• [Task statement]: An exact copy of the listing is required.

• [Given records]:
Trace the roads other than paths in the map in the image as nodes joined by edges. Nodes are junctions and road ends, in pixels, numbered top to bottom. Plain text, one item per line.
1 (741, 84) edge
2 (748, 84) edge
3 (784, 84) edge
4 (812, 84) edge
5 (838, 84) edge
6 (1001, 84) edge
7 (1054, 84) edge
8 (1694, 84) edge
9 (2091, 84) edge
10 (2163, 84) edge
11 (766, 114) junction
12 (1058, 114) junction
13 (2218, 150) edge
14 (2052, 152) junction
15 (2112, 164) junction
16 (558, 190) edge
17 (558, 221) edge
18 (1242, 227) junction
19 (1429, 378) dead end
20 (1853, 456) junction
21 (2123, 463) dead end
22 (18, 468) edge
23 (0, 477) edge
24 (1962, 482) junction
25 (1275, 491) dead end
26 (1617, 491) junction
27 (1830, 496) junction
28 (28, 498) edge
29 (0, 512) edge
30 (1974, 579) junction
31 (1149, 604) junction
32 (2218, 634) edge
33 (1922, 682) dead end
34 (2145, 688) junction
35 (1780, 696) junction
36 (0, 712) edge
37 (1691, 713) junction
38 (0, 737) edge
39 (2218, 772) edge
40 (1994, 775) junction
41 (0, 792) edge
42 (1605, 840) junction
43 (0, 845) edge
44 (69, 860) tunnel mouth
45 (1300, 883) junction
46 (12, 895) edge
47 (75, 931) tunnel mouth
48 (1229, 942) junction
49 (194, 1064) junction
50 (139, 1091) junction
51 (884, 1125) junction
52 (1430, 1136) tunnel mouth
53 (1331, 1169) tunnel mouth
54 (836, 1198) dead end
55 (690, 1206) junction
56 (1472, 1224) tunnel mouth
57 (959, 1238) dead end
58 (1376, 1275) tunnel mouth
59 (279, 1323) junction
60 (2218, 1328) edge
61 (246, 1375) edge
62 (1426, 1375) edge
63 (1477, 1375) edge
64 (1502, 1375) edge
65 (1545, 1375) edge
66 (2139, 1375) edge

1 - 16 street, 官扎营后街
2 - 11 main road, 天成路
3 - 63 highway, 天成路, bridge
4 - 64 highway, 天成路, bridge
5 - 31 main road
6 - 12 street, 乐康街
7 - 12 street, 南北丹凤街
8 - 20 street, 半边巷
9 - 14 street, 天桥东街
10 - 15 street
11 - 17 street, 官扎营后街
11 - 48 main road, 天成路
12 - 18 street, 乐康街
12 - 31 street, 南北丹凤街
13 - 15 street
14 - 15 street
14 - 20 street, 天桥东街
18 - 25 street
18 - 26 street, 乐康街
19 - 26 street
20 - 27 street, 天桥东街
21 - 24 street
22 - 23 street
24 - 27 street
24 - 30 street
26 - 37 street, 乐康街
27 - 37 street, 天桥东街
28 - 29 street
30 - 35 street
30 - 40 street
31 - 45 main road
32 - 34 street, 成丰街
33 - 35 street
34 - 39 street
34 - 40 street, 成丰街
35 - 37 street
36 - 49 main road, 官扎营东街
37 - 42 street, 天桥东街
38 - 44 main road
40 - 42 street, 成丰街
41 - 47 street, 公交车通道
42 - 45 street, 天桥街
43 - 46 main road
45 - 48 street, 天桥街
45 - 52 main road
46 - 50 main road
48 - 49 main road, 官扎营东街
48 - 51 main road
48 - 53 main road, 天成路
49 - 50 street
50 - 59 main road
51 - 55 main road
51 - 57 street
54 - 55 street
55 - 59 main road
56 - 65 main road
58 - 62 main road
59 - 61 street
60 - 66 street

• [Task output]:
Trace the roads other than paths in the map in the image as nodes joined by edges. Nodes are junctions and road ends, in pixels, numbered top to bottom. Plain text, one item per line.
1 (741, 84) edge
2 (748, 84) edge
3 (784, 84) edge
4 (812, 84) edge
5 (838, 84) edge
6 (1001, 84) edge
7 (1054, 84) edge
8 (1694, 84) edge
9 (2091, 84) edge
10 (2163, 84) edge
11 (766, 114) junction
12 (1058, 114) junction
13 (2218, 150) edge
14 (2052, 152) junction
15 (2112, 164) junction
16 (558, 190) edge
17 (558, 221) edge
18 (1242, 227) junction
19 (1429, 378) dead end
20 (1853, 456) junction
21 (2123, 463) dead end
22 (18, 468) edge
23 (0, 477) edge
24 (1962, 482) junction
25 (1275, 491) dead end
26 (1617, 491) junction
27 (1830, 496) junction
28 (28, 498) edge
29 (0, 512) edge
30 (1974, 579) junction
31 (1149, 604) junction
32 (2218, 634) edge
33 (1922, 682) dead end
34 (2145, 688) junction
35 (1780, 696) junction
36 (0, 712) edge
37 (1691, 713) junction
38 (0, 737) edge
39 (2218, 772) edge
40 (1994, 775) junction
41 (0, 792) edge
42 (1605, 840) junction
43 (0, 845) edge
44 (69, 860) tunnel mouth
45 (1300, 883) junction
46 (12, 895) edge
47 (75, 931) tunnel mouth
48 (1229, 942) junction
49 (194, 1064) junction
50 (139, 1091) junction
51 (884, 1125) junction
52 (1430, 1136) tunnel mouth
53 (1331, 1169) tunnel mouth
54 (836, 1198) dead end
55 (690, 1206) junction
56 (1472, 1224) tunnel mouth
57 (959, 1238) dead end
58 (1376, 1275) tunnel mouth
59 (279, 1323) junction
60 (2218, 1328) edge
61 (246, 1375) edge
62 (1426, 1375) edge
63 (1477, 1375) edge
64 (1502, 1375) edge
65 (1545, 1375) edge
66 (2139, 1375) edge

1 - 16 street, 官扎营后街
2 - 11 main road, 天成路
3 - 63 highway, 天成路, bridge
4 - 64 highway, 天成路, bridge
5 - 31 main road
6 - 12 street, 乐康街
7 - 12 street, 南北丹凤街
8 - 20 street, 半边巷
9 - 14 street, 天桥东街
10 - 15 street
11 - 17 street, 官扎营后街
11 - 48 main road, 天成路
12 - 18 street, 乐康街
12 - 31 street, 南北丹凤街
13 - 15 street
14 - 15 street
14 - 20 street, 天桥东街
18 - 25 street
18 - 26 street, 乐康街
19 - 26 street
20 - 27 street, 天桥东街
21 - 24 street
22 - 23 street
24 - 27 street
24 - 30 street
26 - 37 street, 乐康街
27 - 37 street, 天桥东街
28 - 29 street
30 - 35 street
30 - 40 street
31 - 45 main road
32 - 34 street, 成丰街
33 - 35 street
34 - 39 street
34 - 40 street, 成丰街
35 - 37 street
36 - 49 main road, 官扎营东街
37 - 42 street, 天桥东街
38 - 44 main road
40 - 42 street, 成丰街
41 - 47 street, 公交车通道
42 - 45 street, 天桥街
43 - 46 main road
45 - 48 street, 天桥街
45 - 52 main road
46 - 50 main road
48 - 49 main road, 官扎营东街
48 - 51 main road
48 - 53 main road, 天成路
49 - 50 street
50 - 59 main road
51 - 55 main road
51 - 57 street
54 - 55 street
55 - 59 main road
56 - 65 main road
58 - 62 main road
59 - 61 street
60 - 66 street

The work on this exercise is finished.